Anhang: Übersichtliche Darstellung der einzelnen Lernstationen sowie der verwendeten Materialien.
Schlüsselwörter
Sachunterricht, Tastsinn, Haut, Lernstationen, Grundschule, Wahrnehmung, Sinnesorgan, Temperaturwahrnehmung, Stationslernen, Differenzierung, Unterrichtsentwurf, motorische Entwicklung, Körperregionen, sensorische Erfahrung.
Häufig gestellte Fragen
Worum geht es in dieser Arbeit grundsätzlich?
Die Arbeit stellt einen detaillierten Unterrichtsentwurf für eine Sachunterrichtsstunde in einer zweiten Grundschulklasse zum Thema „Tastsinn“ dar.
Was sind die zentralen Themenfelder?
Die zentralen Felder sind die biologische Funktion der Haut, die Schulung der Wahrnehmung durch den Tastsinn und das Stationenlernen im Sachunterricht.
Was ist das primäre Ziel der Unterrichtsstunde?
Das Hauptziel ist, dass die Schülerinnen und Schüler den Tastsinn und seine verschiedenen Dimensionen durch praktische Versuche an Stationen bewusst kennenlernen und erfahren.
Welche wissenschaftliche Methode wird verwendet?
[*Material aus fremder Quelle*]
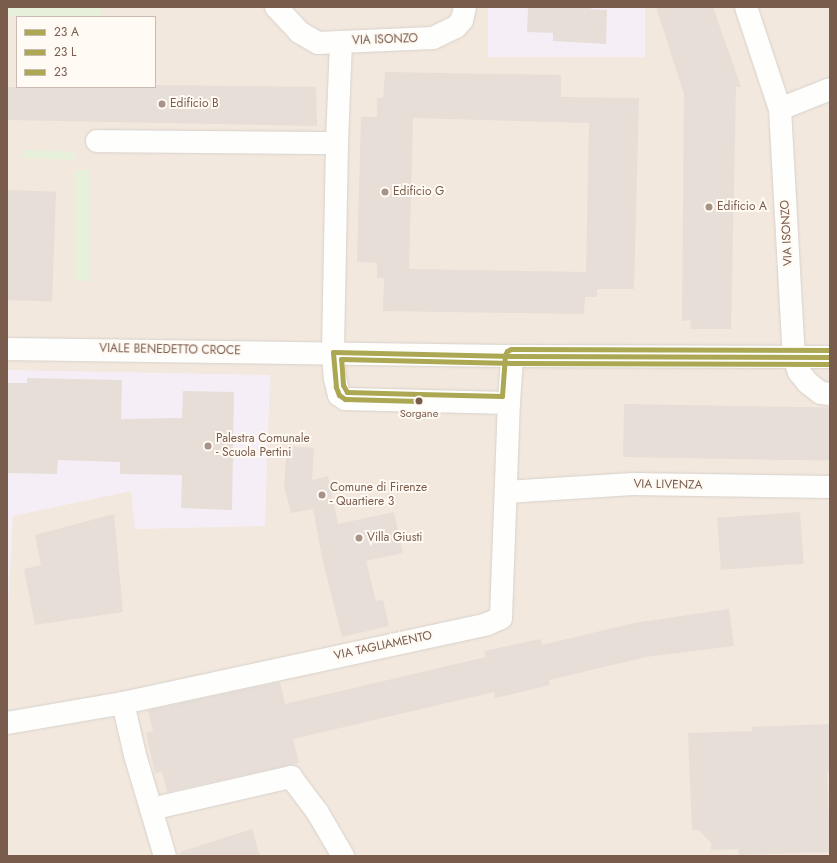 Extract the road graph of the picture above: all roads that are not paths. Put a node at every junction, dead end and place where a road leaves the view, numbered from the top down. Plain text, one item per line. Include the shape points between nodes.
1 (276, 7) edge
2 (465, 7) edge
3 (746, 7) edge
4 (341, 42) junction
5 (830, 89) edge
6 (780, 108) junction
7 (97, 141) dead end
8 (337, 143) junction
9 (7, 349) edge
10 (333, 352) junction
11 (512, 356) junction
12 (830, 357) edge
13 (794, 358) junction
14 (830, 394) edge
15 (509, 403) junction
16 (830, 487) edge
17 (506, 492) junction
18 (123, 703) junction
19 (7, 723) edge
20 (151, 809) junction
21 (342, 853) edge
22 (165, 856) edge

1 - 4 street via 299,32 318,43
2 - 4 street, VIA ISONZO via 462,20 456,27 433,38
3 - 6 street, VIA ISONZO
4 - 8 street, VIA ISONZO
5 - 6 street
6 - 13 street, VIA ISONZO
7 - 8 street
8 - 10 street, VIA ISONZO
9 - 10 street, VIALE BENEDETTO CROCE
10 - 11 street, VIALE BENEDETTO CROCE
10 - 15 street via 336,387 339,395 345,399
11 - 13 street, VIALE BENEDETTO CROCE
11 - 15 street, VIA TAGLIAMENTO
12 - 13 street, VIALE BENEDETTO CROCE
13 - 14 street via 799,372 808,383 821,393
15 - 17 street, VIA TAGLIAMENTO
16 - 17 street, VIA LIVENZA via 633,484
17 - 18 street, VIA TAGLIAMENTO via 502,618 487,624
18 - 19 street, VIA TAGLIAMENTO
18 - 20 street
20 - 21 street via 291,777 318,813
20 - 22 street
Die Stunde ist methodisch als "Lernen an Stationen" konzipiert, welches eigenständiges Handeln und individuelles Arbeitstempo fördert.
Was wird im Hauptteil der Arbeit behandelt?
Der Hauptteil umfasst die Analyse der Lerngruppe, die didaktische Einordnung des Themas, die methodische Planung und den konkreten Ablaufplan der Unterrichtsstunde.
Welche Schlüsselwörter charakterisieren die Arbeit?
Wichtige Begriffe sind Sachunterricht, Tastsinn, Lernstationen, Wahrnehmung, Sinnesorgan und Differenzierung.
Warum wird der Tastsinn im Unterricht explizit von anderen Sinnen abgegrenzt?
Es erfolgt eine didaktische Reduktion, um eine möglichst differenzierte und intensive Wahrnehmung genau dieses einen Sinnes zu ermöglichen, ohne die Kinder zu überfordern.
Wie gehen die Schüler mit den Herausforderungen beim Ertasten um?
Die Schüler nutzen Hilfsmittel wie Kontrollkarten oder Adjektivlisten, zudem ist der Schwierigkeitsgrad durch Differenzierungsmaßnahmen an die heterogenen Leistungen angepasst.